I love reading about Piper and am inspired by her as well, so thank you so much for sharing her. I am also inspired by YOU and your awesomeness as a mother.
I am in awe of you you and Jake, but mostly of Piper. Very inspiring and amazing family
You should be a doctor. Or nurse. Or some sort of medical professional. Seriously! The way you throw down that jargon just makes me smile. Piper is amazing, and (sorry for the mush) she just exudes this ginormous amount of strength of spirit. What an incredible honor it is to even have the chance to catch a glimpse of her, and the lives she touches. Piper for president. I loved this post. Keep ‘em coming! Hey, what is she gonna be for Halloween? Okay, the marathon comment is now complete.
man, i heart you guys. you’re such a good mom! and such a smarty pants, too. i agree with kaedi. you rock my world with your smartness. i also really love your reaching out and creating awareness on Pip’s behalf.
I found your blog on someone else blog and feel in love with Piper. She is so amazing and had wondered what her condition was called. She is so beautiful and you all seem like such wonderful parents. She is blessed to have you all.
you are awesome. pip is awesome. i really appreciate you telling us all the details, because sometimes i’m too shy/nervous to ask. does that make sense?
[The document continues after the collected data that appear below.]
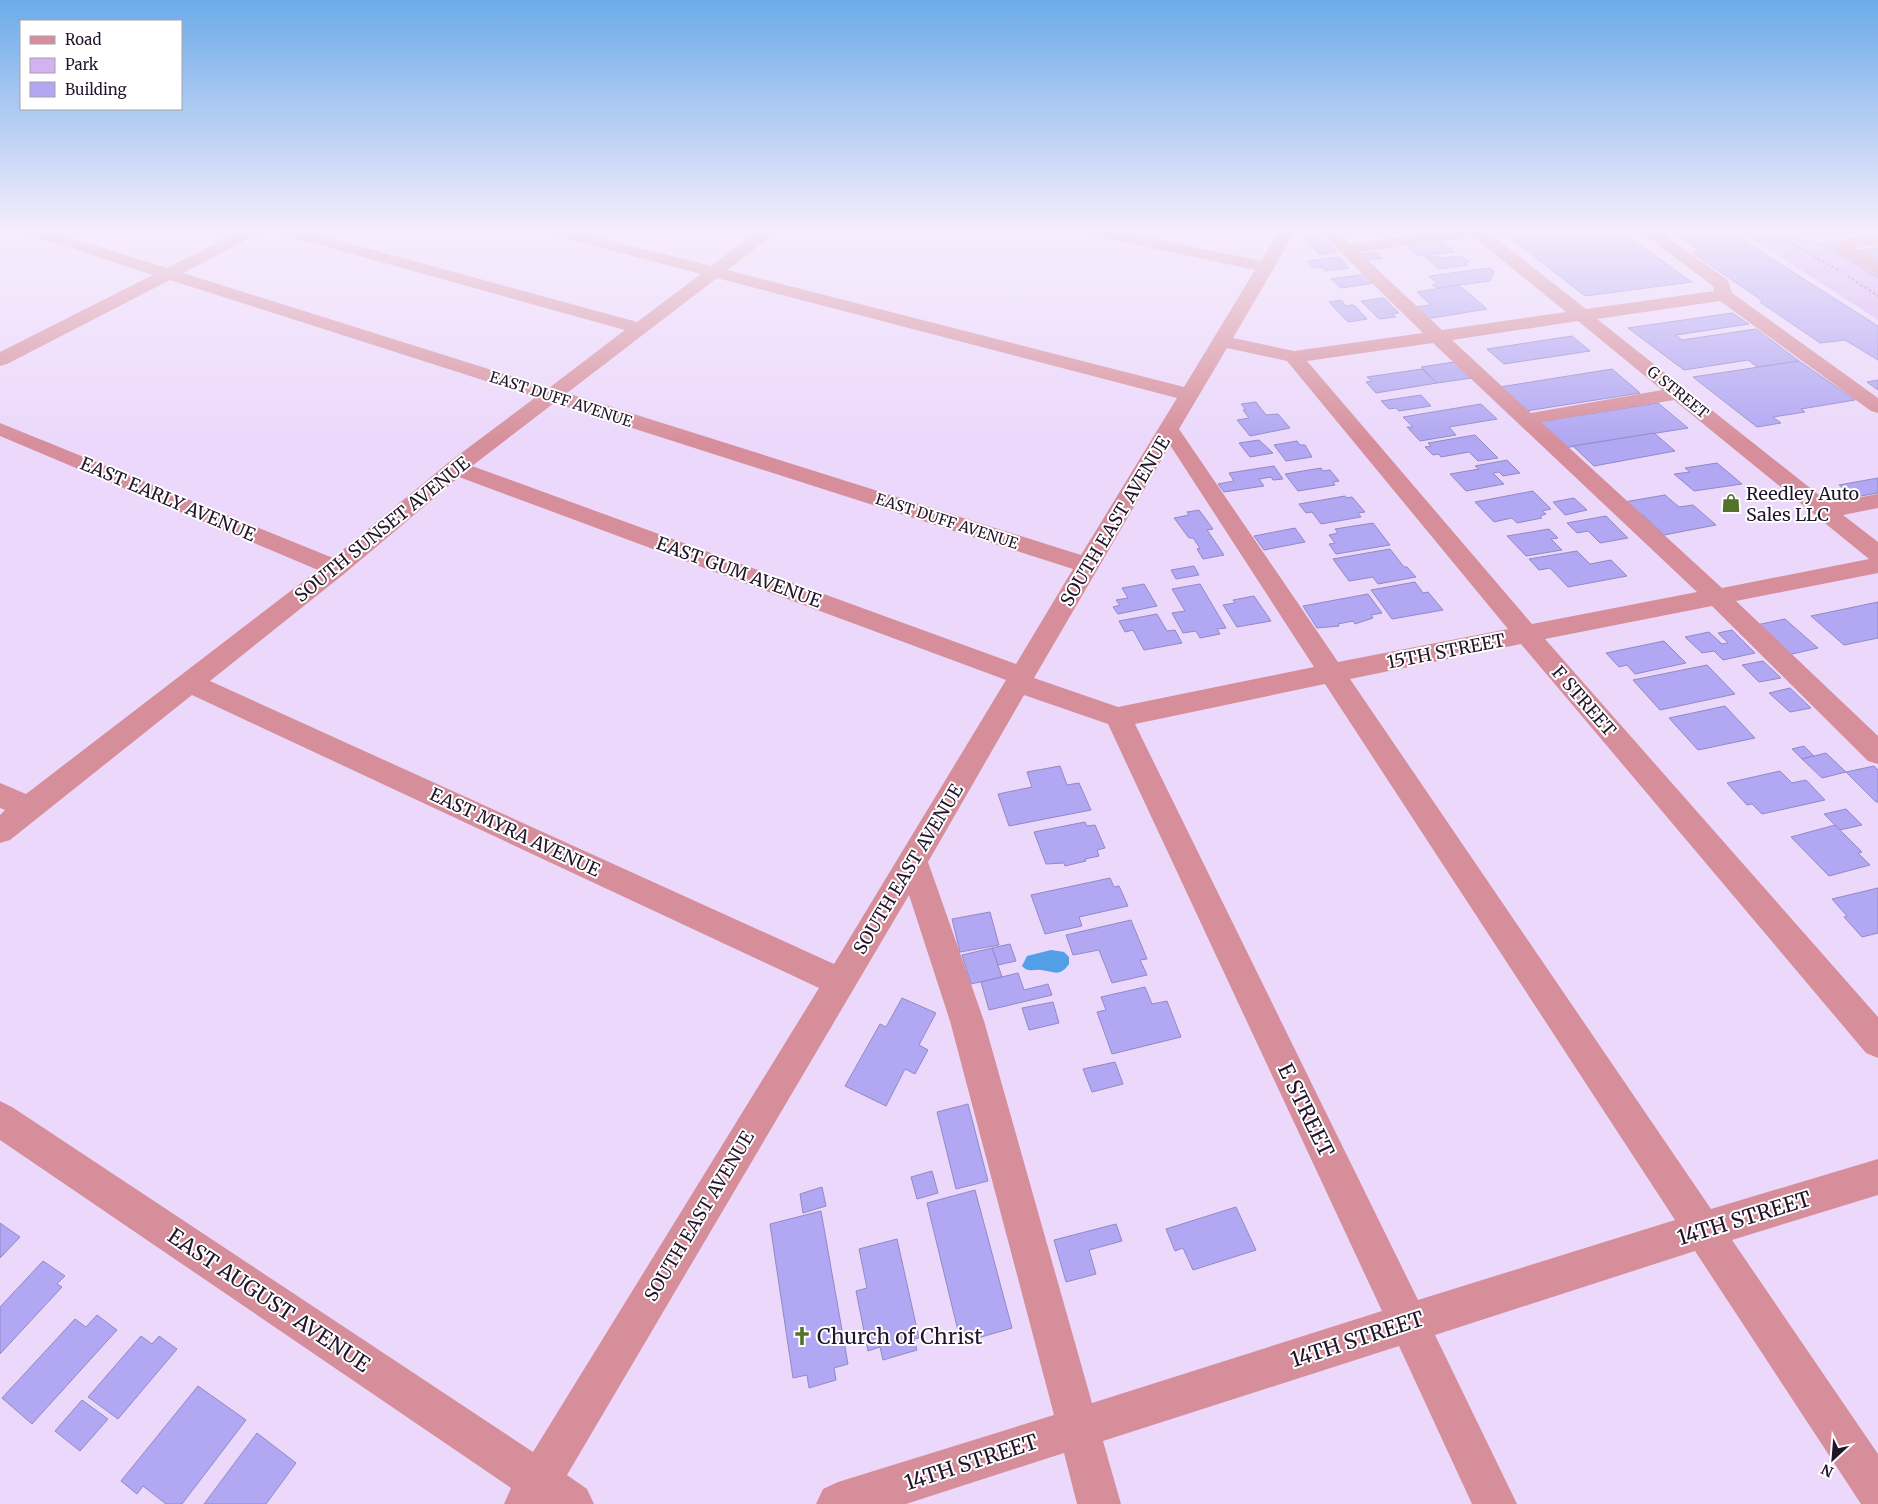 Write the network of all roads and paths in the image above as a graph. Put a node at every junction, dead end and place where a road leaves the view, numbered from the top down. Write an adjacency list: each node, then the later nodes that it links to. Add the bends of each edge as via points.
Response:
1 (112, 302): 16 (street)
2 (255, 302): 19 (street, EAST DUFF AVENUE)
3 (544, 302): 12 (street)
4 (676, 302): 12 (street, SOUTH SUNSET AVENUE)
5 (832, 302): 18 (street)
6 (1245, 302): 14 (street, SOUTH EAST AVENUE)
7 (1402, 302): 13 (street)
8 (1564, 302): 11 (street, G STREET)
9 (1673, 302): 11 (street)
10 (1733, 302): 20 (street)
11 (1583, 315): 13 (street); 17 (street, G STREET)
12 (641, 329): 19 (street, SOUTH SUNSET AVENUE)
13 (1437, 336): 15 (street); 31 (street)
14 (1223, 341): 15 (street); 18 (street, SOUTH EAST AVENUE)
15 (1294, 357): 32 (street, F STREET)
16 (0, 360)
17 (1679, 393): 21 (street); 26 (street, G STREET)
18 (1190, 395): 23 (street, SOUTH EAST AVENUE)
19 (553, 396): 24 (street, SOUTH SUNSET AVENUE); 28 (street, EAST DUFF AVENUE)
20 (1878, 407)
21 (1539, 416)
22 (0, 429): 30 (street, EAST EARLY AVENUE)
23 (1170, 430): 28 (street, SOUTH EAST AVENUE); 33 (street)
24 (456, 468): 30 (street, SOUTH SUNSET AVENUE); 34 (street, EAST GUM AVENUE)
25 (1878, 501): 26 (street)
26 (1825, 511): 27 (street, G STREET)
27 (1878, 554)
28 (1087, 565): 34 (street, SOUTH EAST AVENUE)
29 (1878, 565): 31 (street, 15TH STREET)
30 (336, 568): 35 (street, SOUTH SUNSET AVENUE)
31 (1716, 596): 32 (street, 15TH STREET); 37 (street)
32 (1527, 635): 33 (street, 15TH STREET); 43 (street, F STREET)
33 (1331, 673): 36 (street, 15TH STREET); 46 (street)
34 (1020, 679): 36 (street); 41 (street, SOUTH EAST AVENUE)
35 (190, 682): 39 (street, SOUTH SUNSET AVENUE); 42 (street, EAST MYRA AVENUE)
36 (1118, 717): 47 (street, E STREET)
37 (1878, 753)
38 (0, 794): 39 (street)
39 (28, 809): 40 (street, SOUTH SUNSET AVENUE)
40 (0, 831)
41 (913, 861): 42 (street, SOUTH EAST AVENUE); 48 (street, via 967,1021)
42 (839, 982): 50 (street, SOUTH EAST AVENUE)
43 (1878, 1042)
44 (0, 1119): 50 (street, EAST AUGUST AVENUE)
45 (1878, 1177): 46 (street, 14TH STREET)
46 (1702, 1230): 47 (street, 14TH STREET); 49 (street)
47 (1408, 1323): 48 (street, 14TH STREET); 53 (street, E STREET)
48 (1079, 1428): 51 (street, 14TH STREET); 52 (street)
49 (1878, 1492)
50 (546, 1497)
51 (838, 1504)
52 (1099, 1504)
53 (1495, 1504)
p.s. i got you some things in japan!!
hello there, my name is merav i am from israel my son was born with ccms syndrom he is 7 years old now
I always cheack google to see if there is somthing new about ccms syndrom and i find you and your child is amazing she is so remind me my son liel.
pleas contact to my e mail i be happy to tell you anything you want about my son condition
my email meravovadya@walla.com
thank you
merav,Israel
hi my name is darcy and i have a 7 month old that was just diagnoised with the same problem although his problems arent as intense as ur daughters i can diffently sympathize with you. thank you so much for postong this because i thought my son was the only one with this syndrome!!
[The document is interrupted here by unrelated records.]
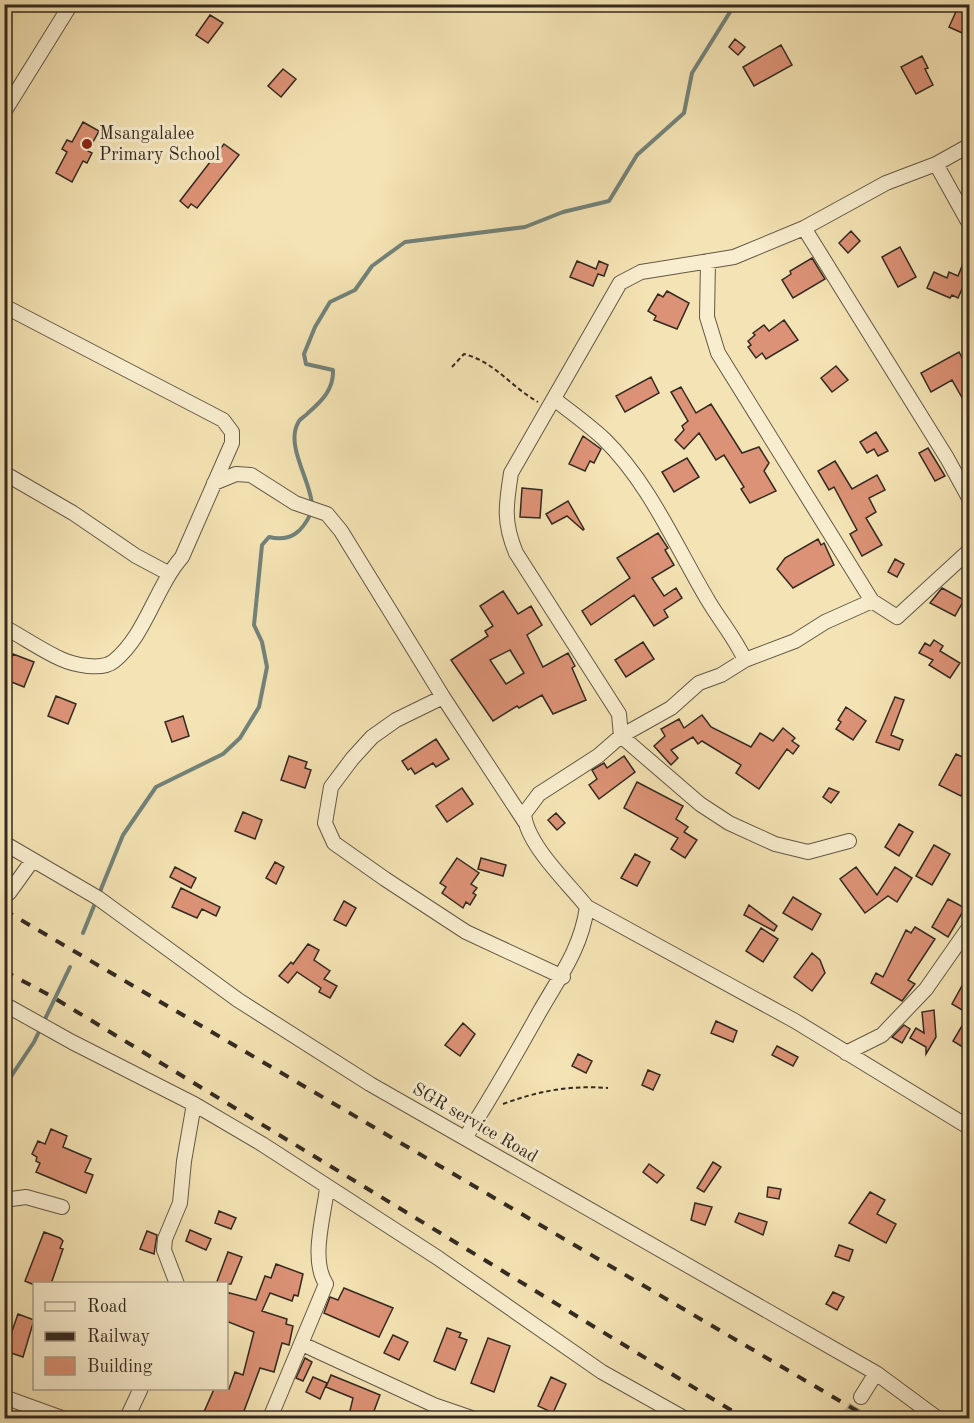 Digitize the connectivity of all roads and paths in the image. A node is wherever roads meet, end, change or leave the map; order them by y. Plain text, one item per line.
1 (70, 5) edge
2 (4, 112) edge
3 (969, 146) edge
4 (936, 164) junction
5 (969, 225) edge
6 (804, 228) junction
7 (708, 261) junction
8 (4, 306) edge
9 (452, 367) dead end
10 (551, 404) junction
11 (4, 473) edge
12 (214, 483) junction
13 (969, 500) edge
14 (969, 550) edge
15 (168, 573) junction
16 (872, 601) junction
17 (4, 627) edge
18 (745, 660) junction
19 (443, 697) junction
20 (621, 736) junction
21 (525, 822) junction
22 (849, 841) dead end
23 (4, 843) edge
24 (33, 861) junction
25 (9, 893) dead end
26 (587, 907) junction
27 (969, 926) edge
28 (563, 977) junction
29 (4, 1004) edge
30 (846, 1053) junction
31 (608, 1088) dead end
32 (194, 1104) junction
33 (482, 1112) junction
34 (969, 1128) edge
35 (465, 1138) junction
36 (327, 1188) junction
37 (4, 1200) edge
38 (62, 1207) dead end
39 (176, 1282) edge
40 (302, 1344) junction
41 (876, 1373) junction
42 (141, 1390) edge
43 (4, 1397) edge
44 (861, 1397) tunnel mouth
45 (62, 1419) edge
46 (127, 1419) edge
47 (270, 1419) edge
48 (472, 1419) edge
49 (684, 1419) edge
50 (937, 1419) edge

1 - 2 street
3 - 4 street
4 - 5 street
4 - 6 street
6 - 7 street
6 - 13 street
7 - 10 street
7 - 16 street
8 - 12 street
9 - 10 path
10 - 18 street
10 - 20 street
11 - 15 street
12 - 15 street
12 - 19 street
14 - 16 street
15 - 17 street
16 - 18 street
18 - 20 street
19 - 21 street
19 - 28 street
20 - 21 street
20 - 22 street
21 - 26 street
23 - 24 street, SGR service Road
24 - 25 street
24 - 35 street, SGR service Road
26 - 28 street
26 - 30 street
27 - 30 street
28 - 33 street
29 - 32 street
30 - 34 street
31 - 33 path
32 - 36 street
32 - 39 street
33 - 35 street
35 - 41 street, SGR service Road
36 - 40 street
36 - 49 street
37 - 38 street
40 - 47 street
40 - 48 street
41 - 44 street
41 - 50 street, SGR service Road
42 - 46 street
43 - 45 street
We have a daughter Claire who has CCMS. She has had a trachy tube since she was 3 days old to cope with the micrognathia, and is fed by gastrostomy tube. She has undergone numerous operations and we have had to overcome various battles, however she recently started at a special needs college, complete with all the equipment required! We are immensley proud of her and wish Piper and you well on your journey.
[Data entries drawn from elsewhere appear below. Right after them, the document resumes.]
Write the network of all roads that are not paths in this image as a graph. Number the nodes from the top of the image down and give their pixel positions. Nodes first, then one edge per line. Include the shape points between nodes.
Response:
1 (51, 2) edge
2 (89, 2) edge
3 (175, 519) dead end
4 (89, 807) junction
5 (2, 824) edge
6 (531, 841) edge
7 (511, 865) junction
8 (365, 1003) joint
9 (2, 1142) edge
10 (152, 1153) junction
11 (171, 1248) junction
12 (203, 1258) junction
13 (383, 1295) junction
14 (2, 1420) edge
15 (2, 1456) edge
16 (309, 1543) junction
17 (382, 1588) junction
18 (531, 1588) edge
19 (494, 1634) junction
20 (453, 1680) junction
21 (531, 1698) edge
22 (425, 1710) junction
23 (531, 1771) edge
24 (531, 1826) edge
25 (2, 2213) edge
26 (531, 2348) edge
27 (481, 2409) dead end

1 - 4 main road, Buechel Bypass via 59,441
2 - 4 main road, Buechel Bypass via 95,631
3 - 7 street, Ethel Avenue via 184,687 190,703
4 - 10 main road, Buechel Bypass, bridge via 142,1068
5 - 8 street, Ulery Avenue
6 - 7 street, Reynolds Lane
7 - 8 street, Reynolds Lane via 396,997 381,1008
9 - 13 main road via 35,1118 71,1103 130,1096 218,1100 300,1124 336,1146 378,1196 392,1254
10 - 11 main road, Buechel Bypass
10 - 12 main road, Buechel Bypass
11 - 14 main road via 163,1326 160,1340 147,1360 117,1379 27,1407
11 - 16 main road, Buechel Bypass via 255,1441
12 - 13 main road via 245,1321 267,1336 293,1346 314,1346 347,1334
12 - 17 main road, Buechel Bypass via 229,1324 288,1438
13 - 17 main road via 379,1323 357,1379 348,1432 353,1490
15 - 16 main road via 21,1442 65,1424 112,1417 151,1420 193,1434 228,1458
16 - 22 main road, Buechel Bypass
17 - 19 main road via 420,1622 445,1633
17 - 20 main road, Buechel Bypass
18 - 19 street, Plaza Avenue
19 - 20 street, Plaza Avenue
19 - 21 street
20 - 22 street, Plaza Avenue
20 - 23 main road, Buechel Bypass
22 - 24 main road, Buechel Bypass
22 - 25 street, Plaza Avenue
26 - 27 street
Hi Reagan. I really enjoy looking at your blog. I am Cameron Romney's older sister.My name is Janelle Mack. I think Piper is the prettiest girl. I wish I could meet her. She is a fighter. You can tell she is loved very much. I also can tell you enjoy her and every moment you spend with her.It's all those moments that mean the most. I loved watching her clap. What a blessing. I have a son named Tyson. He was born with Schizencephaly. I love him very much and always will. I just lost him on Halloween. I miss him dearly, but enjoyed my five years I had with him. Tyson was in and out of the hospital a lot and we are grateful he was a fighter and wanted to be here as long as he could. You can check out out blog if you want. http://www.jwmack.blogspot,com/ I hope you are enjoying the holidays. Love, Janelle Mack
Hi Reagan, that's my name too except it's spelled without the A. I linked to your blog from my cousin April and I have fallen in love with your writing about your family and your daughter. I have a little boy who will be 3 this summer and while he is healthy, I can definitely understand your plight as a mother. As I was reading your profile, I copied and pasted CCMS into Wikipedia and it didn't come up so I did it with Google and this blog entry was the 2nd link to appear. It looks like you are a wonderful mother, you have a wonderful daughter and husband and I wish the best to all of you.